Later in One Hundred Days, the children begin work on a stage-play to be performed for their peers at the end of their stay at camp. The play is Russian romantic writer Mikhail Lermontov’s 1835 Masquerade. Mitya, the film’s ostensible hero, wars with his romantic rival for the lead of the play, to perform as the romantic interest opposite his offstage muse. The unpalatable results appear in the still-frame that heads this article, in the dejected look on Mitya’s face; art reflects life but not always how we may hope. Unhappy in the role he had previously fought for, Mitya begins to resent his fate, to play the love of a girl who will not love him back, on the stage or elsewhere. He channels his pain and his director and his peers proclaim “he understands the character!”
This revelation, to bring personal feeling into art, provides Mitya no solace in his real-life romantic pursuit. But still, he’s only fourteen; he has a lot to learn. When Sonya finally reveals her own feelings for Mitya, his empathetic impulse reaches not from his life to his art, but through his life into the experience of another person, a living person. He comes to understand he is not the only person suffering, who is longing for something beyond himself, something unknown and beautiful but that does not even suspect him. Solovyov’s cinematic paradise is beautiful and dream-like, but does not omit the meanness, the selfishness, or the myopia of adolescence. As I said before, Solovyov takes the trouble of his characters seriously. When his characters falter, he can offer reconciliation and remembrance, and where One Hundred Days is sweet, it’s even more bittersweet, approaching the very definition of the word.

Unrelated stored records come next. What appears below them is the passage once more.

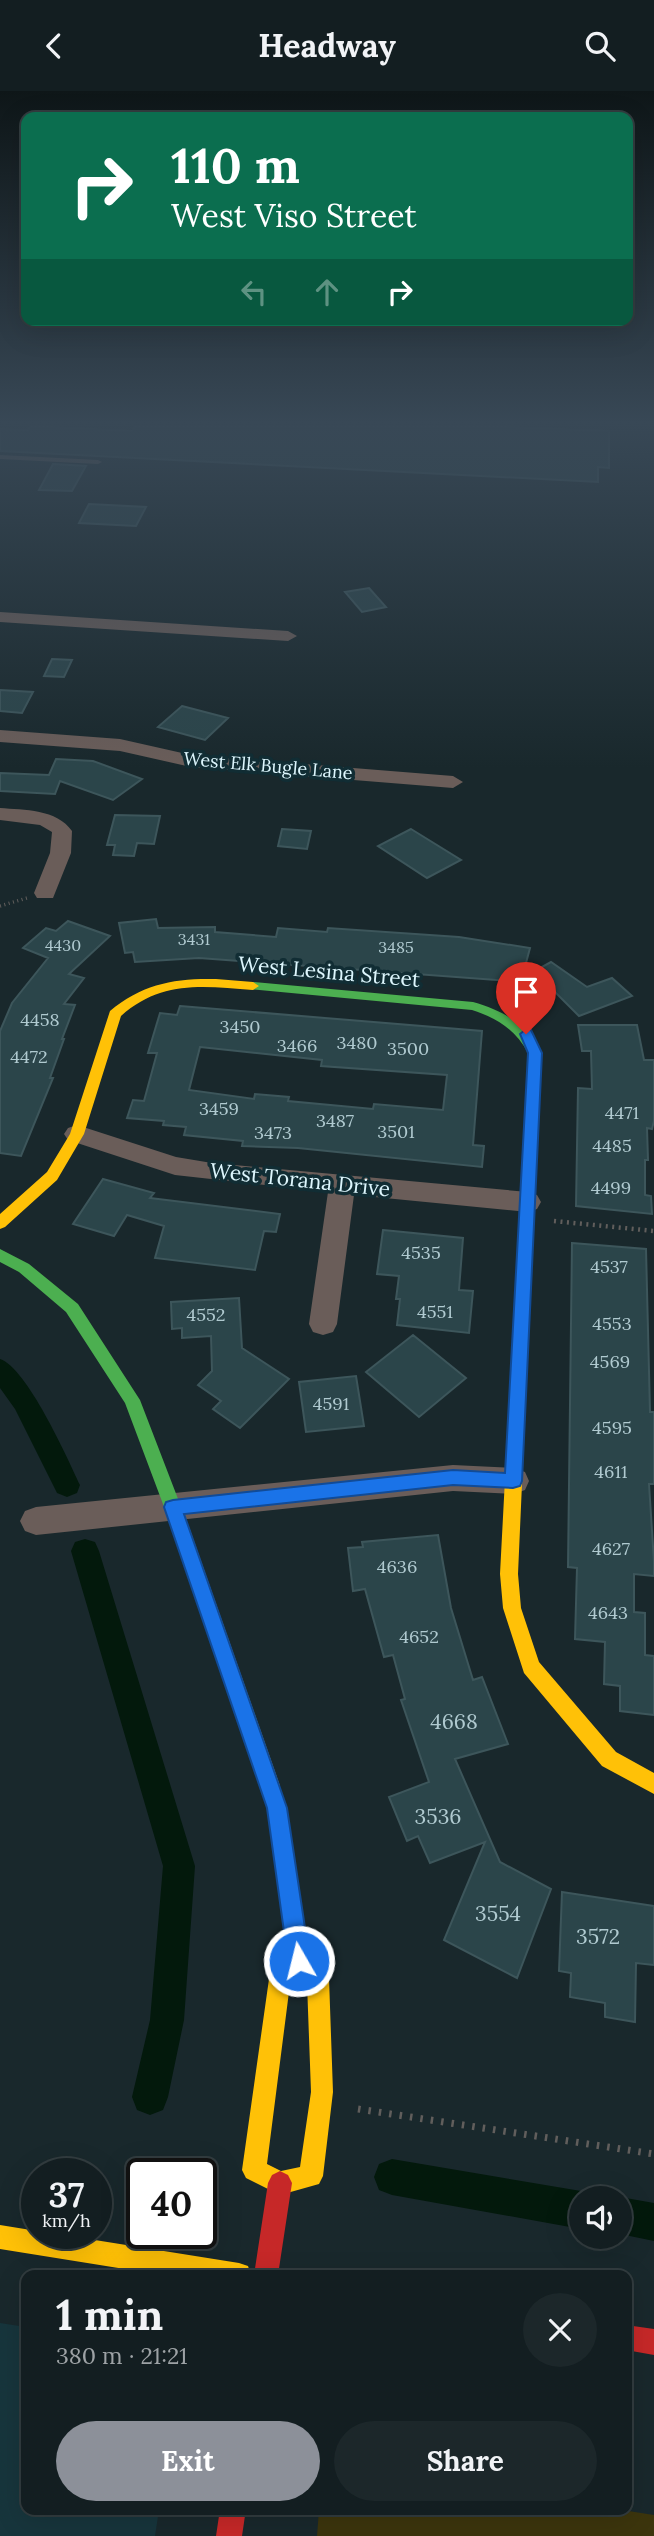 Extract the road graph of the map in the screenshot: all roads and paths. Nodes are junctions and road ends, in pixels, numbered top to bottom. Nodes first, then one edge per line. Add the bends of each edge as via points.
1 (0, 617) edge
2 (288, 636) dead end
3 (0, 736) edge
4 (453, 782) dead end
5 (0, 814) edge
6 (38, 894) joint
7 (0, 906) edge
8 (77, 1134) junction
9 (342, 1185) junction
10 (528, 1202) junction
11 (549, 1220) dead end
12 (0, 1223) edge
13 (654, 1231) edge
14 (0, 1255) edge
15 (323, 1324) dead end
16 (513, 1481) junction
17 (173, 1507) junction
18 (36, 1521) dead end
19 (654, 1784) edge
20 (299, 1961) junction
21 (358, 2109) dead end
22 (654, 2154) edge
23 (280, 2183) junction
24 (0, 2237) edge
25 (208, 2270) edge
26 (267, 2270) edge
27 (632, 2338) edge
28 (654, 2342) edge
29 (232, 2515) edge
30 (229, 2536) edge

1 - 2 street
3 - 4 street, West Elk Bugle Lane via 120,745 191,761
5 - 6 street via 40,818 60,826 65,834 65,843
6 - 7 path
8 - 9 street, West Torana Drive via 175,1165
8 - 10 street, West Lesina Street via 115,1014 145,991 192,981 473,1006 509,1018 526,1034 535,1053
8 - 12 street via 51,1176
9 - 10 street, West Torana Drive
9 - 15 street
10 - 16 street
11 - 13 path
14 - 17 street via 24,1268 72,1308 132,1400
16 - 17 street via 453,1478
16 - 19 street via 512,1608 531,1667 609,1759
17 - 18 street
17 - 20 street via 277,1808
20 - 23 street via 280,1979 254,2171
20 - 23 street via 318,1978 322,2092 311,2176
21 - 22 path
23 - 26 street
24 - 25 street
27 - 28 street
29 - 30 street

Sergei Solovyov’s Sto dney posle detstva (One Hundred Days After Childhood) is criminally under-available on home video or streaming platforms. I do not believe it has ever received theatrical distribution in the United States. If you want to see it, you should search for the film on YouTube.
Nathaniel Sexton enjoys the films of Andrzej Żuławski, Alex Ross Perry, and Jerry Lewis. He reads comic books, plays pinball, prefers his movies sad or slow, and volunteers at a video rental store. He likes to travel west by car but always misses movies when living out of a tent.